En amont de cette réunion, le chef de la diplomatie turque Hakan Fidan a reçu samedi une délégation du bureau politique du Hamas emmenée par Khalil al-Hayya, le négociateur en chef du mouvement islamiste palestinien.

Selon des responsables du ministère des Affaires étrangères, M. Fidan doit appeler à la mise en place de mécanismes permettant aux Palestiniens d'assurer la sécurité et la gouvernance de Gaza.

"Agir avec prudence" 

"Nous devons mettre fin au massacre à Gaza. Un cessez-le-feu à lui seul ne suffit pas", a insisté M. Fidan lors d'un forum à Istanbul.

"Nous devons reconnaître que Gaza doit être gouvernée par les Palestiniens et agir avec prudence", a encore souligné le ministre turc, plaidant de nouveau pour une solution à deux Etats.

Le chef de la diplomatie turque accuse Israël de chercher des prétextes pour rompre le cessez-le-feu.

Mais les efforts d'Ankara, qui multiplie les contacts diplomatiques avec les pays de la région et cherche à infléchir la position pro-israélienne des Etats-Unis, sont vus d'un mauvais œil par Israël qui juge Ankara trop proche du Hamas.

Les dirigeants israéliens ont exprimé à plusieurs reprises leur refus de voir la Turquie participer à la force internationale de stabilisation à Gaza.

En vertu du plan de Donald Trump, sur lequel est basé l'accord de cessez-le-feu, cette force de stabilisation, formée principalement de troupes de pays arabes et musulmans, doit se déployer à Gaza à mesure que l'armée israélienne s'en retirera.

Seuls des pays jugés "impartiaux" pourront rejoindre cette force, a cependant prévenu le ministre israélien des Affaires étrangères, Gideon Saar.
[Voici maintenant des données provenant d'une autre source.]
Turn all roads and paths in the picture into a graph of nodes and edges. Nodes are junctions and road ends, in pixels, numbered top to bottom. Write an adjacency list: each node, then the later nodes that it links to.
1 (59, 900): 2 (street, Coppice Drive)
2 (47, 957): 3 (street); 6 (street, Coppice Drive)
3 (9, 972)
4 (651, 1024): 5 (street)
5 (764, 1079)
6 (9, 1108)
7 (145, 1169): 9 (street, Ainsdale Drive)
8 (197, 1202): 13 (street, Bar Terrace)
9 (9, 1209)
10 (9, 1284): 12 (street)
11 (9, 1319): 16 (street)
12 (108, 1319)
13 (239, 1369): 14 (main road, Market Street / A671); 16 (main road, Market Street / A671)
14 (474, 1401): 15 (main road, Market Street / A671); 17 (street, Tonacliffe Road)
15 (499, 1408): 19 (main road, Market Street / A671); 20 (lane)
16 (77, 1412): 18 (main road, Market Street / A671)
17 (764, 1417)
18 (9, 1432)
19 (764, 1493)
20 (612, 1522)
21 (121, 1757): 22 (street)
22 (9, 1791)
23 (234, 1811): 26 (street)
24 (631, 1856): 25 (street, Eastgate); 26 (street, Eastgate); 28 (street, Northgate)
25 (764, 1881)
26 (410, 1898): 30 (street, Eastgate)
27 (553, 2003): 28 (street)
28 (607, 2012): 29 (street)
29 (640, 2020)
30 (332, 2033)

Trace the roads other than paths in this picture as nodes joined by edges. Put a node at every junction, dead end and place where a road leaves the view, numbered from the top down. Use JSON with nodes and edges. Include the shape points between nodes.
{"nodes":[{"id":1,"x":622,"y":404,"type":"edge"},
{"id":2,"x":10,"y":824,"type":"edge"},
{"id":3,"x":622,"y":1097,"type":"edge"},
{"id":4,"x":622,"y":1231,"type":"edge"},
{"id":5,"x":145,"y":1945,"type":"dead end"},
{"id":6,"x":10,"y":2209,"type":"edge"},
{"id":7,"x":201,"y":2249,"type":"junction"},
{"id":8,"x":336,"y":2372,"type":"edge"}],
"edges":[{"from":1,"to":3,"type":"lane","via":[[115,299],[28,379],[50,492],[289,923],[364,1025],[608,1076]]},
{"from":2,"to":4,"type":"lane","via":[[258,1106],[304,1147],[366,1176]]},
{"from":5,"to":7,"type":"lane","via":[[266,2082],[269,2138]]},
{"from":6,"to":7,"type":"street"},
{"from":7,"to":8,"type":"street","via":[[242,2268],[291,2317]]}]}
Autre signe de la méfiance du gouvernement israélien : une équipe de secouristes turcs dépêchée pour participer à la recherche de corps, y compris israéliens, dans les ruines de Gaza, attendait toujours en fin de semaine dernière le feu vert israélien pour entrer dans le territoire palestinien, selon Ankara.